■ Listed entries:
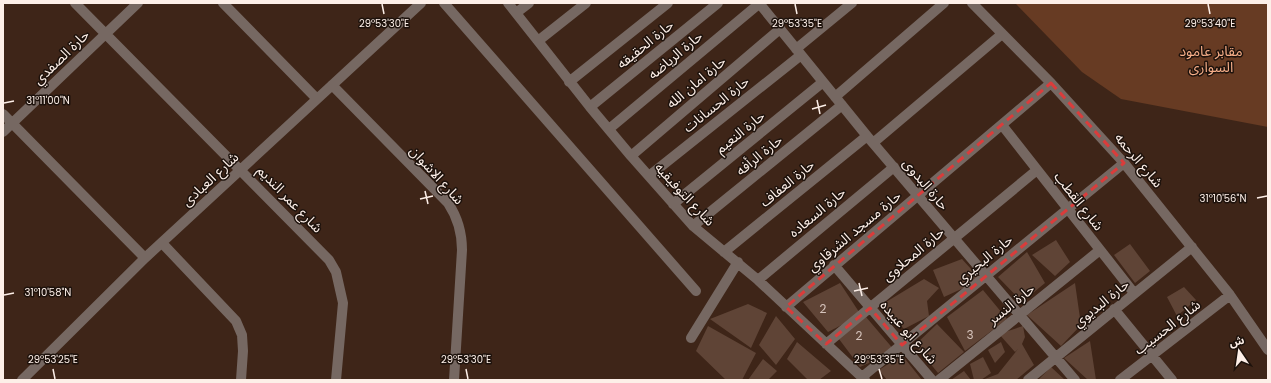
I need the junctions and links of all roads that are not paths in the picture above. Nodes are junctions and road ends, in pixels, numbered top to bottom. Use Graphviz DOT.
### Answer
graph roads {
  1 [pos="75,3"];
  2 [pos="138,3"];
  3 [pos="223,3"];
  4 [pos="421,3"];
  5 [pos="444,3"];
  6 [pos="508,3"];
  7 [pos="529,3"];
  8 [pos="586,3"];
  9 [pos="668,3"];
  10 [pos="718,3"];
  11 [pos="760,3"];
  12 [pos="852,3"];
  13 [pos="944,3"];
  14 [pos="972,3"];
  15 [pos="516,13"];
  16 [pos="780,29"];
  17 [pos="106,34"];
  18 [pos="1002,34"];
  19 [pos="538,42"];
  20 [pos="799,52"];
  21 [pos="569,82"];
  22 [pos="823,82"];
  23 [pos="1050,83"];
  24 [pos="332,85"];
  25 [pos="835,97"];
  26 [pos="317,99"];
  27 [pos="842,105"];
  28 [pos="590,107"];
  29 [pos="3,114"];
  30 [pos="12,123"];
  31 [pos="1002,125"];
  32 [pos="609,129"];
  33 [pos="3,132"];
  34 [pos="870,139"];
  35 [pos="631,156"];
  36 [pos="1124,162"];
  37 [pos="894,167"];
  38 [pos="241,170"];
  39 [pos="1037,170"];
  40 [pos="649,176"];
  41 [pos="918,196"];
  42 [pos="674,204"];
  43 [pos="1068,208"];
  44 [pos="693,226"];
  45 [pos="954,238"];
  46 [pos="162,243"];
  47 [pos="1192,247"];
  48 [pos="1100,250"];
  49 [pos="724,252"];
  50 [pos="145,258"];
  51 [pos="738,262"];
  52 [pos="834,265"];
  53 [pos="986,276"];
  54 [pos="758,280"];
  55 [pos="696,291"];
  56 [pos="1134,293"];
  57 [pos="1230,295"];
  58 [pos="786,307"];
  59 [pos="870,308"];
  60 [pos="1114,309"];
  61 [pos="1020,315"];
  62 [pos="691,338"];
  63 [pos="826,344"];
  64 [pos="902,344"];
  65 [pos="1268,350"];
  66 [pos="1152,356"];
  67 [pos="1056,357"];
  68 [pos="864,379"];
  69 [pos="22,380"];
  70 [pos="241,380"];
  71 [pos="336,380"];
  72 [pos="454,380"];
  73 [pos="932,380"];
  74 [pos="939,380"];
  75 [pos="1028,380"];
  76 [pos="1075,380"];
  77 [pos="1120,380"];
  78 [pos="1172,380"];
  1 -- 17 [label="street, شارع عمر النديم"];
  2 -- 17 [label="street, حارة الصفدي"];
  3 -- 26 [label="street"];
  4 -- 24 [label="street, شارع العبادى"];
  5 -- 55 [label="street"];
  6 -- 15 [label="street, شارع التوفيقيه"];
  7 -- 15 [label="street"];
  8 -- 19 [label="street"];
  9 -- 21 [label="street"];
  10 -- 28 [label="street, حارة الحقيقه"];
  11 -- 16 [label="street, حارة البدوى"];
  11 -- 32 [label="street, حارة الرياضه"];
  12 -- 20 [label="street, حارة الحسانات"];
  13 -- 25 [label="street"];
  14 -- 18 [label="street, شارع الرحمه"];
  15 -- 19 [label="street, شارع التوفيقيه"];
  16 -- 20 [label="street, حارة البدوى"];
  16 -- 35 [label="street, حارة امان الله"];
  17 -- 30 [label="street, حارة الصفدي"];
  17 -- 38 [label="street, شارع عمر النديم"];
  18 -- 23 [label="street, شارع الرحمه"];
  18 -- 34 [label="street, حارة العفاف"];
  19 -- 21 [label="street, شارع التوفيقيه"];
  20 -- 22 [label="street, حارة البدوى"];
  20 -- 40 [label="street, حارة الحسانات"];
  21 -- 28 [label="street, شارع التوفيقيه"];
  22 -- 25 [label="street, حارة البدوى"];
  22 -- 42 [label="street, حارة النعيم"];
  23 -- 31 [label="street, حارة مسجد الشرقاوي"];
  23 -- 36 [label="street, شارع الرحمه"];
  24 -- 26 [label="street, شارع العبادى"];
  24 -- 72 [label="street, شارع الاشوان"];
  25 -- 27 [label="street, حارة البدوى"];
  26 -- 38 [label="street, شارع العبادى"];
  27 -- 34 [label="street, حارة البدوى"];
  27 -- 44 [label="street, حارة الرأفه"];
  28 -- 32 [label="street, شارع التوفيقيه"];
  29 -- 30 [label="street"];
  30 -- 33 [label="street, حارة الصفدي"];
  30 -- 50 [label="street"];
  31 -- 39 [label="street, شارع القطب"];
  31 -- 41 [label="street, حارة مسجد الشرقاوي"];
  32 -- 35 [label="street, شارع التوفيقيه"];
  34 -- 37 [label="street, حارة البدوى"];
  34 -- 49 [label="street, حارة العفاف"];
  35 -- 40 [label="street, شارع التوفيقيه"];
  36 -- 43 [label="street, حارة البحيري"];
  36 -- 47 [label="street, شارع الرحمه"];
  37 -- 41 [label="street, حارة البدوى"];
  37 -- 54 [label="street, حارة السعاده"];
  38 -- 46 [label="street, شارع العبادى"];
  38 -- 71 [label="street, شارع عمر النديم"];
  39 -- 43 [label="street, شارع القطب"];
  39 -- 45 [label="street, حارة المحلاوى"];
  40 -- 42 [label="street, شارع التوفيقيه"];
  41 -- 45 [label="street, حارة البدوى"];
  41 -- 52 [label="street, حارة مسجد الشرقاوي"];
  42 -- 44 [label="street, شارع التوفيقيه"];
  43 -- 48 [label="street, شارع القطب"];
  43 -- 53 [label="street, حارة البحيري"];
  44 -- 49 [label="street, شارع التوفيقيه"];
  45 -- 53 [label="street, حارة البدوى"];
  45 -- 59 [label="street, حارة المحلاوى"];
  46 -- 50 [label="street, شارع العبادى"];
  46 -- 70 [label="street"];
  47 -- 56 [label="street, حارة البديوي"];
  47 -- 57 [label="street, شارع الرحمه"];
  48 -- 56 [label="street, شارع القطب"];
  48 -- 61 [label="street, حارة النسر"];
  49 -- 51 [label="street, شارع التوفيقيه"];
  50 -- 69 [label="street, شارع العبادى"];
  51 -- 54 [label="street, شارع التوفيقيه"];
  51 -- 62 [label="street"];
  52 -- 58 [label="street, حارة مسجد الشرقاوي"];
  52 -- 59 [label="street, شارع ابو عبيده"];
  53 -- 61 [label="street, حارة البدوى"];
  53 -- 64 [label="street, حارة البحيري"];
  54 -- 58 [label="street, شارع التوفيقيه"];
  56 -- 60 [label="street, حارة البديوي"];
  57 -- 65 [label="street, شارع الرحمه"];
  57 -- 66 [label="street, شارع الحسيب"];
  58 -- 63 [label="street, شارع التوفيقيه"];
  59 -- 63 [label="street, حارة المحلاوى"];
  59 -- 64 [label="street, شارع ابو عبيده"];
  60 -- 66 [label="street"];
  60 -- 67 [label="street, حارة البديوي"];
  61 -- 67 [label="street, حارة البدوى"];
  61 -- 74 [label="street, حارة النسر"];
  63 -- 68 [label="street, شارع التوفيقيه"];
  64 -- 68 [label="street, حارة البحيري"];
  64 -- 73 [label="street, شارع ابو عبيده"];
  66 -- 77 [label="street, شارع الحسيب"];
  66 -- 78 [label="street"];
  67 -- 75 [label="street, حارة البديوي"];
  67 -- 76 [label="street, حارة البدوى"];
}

---

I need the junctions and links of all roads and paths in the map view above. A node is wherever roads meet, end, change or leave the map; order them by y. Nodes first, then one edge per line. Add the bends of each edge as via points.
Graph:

■ Exercise: Looking only at the listing, say how many lines include "Nodes"; reply with the number alone.

■ Written answer: 2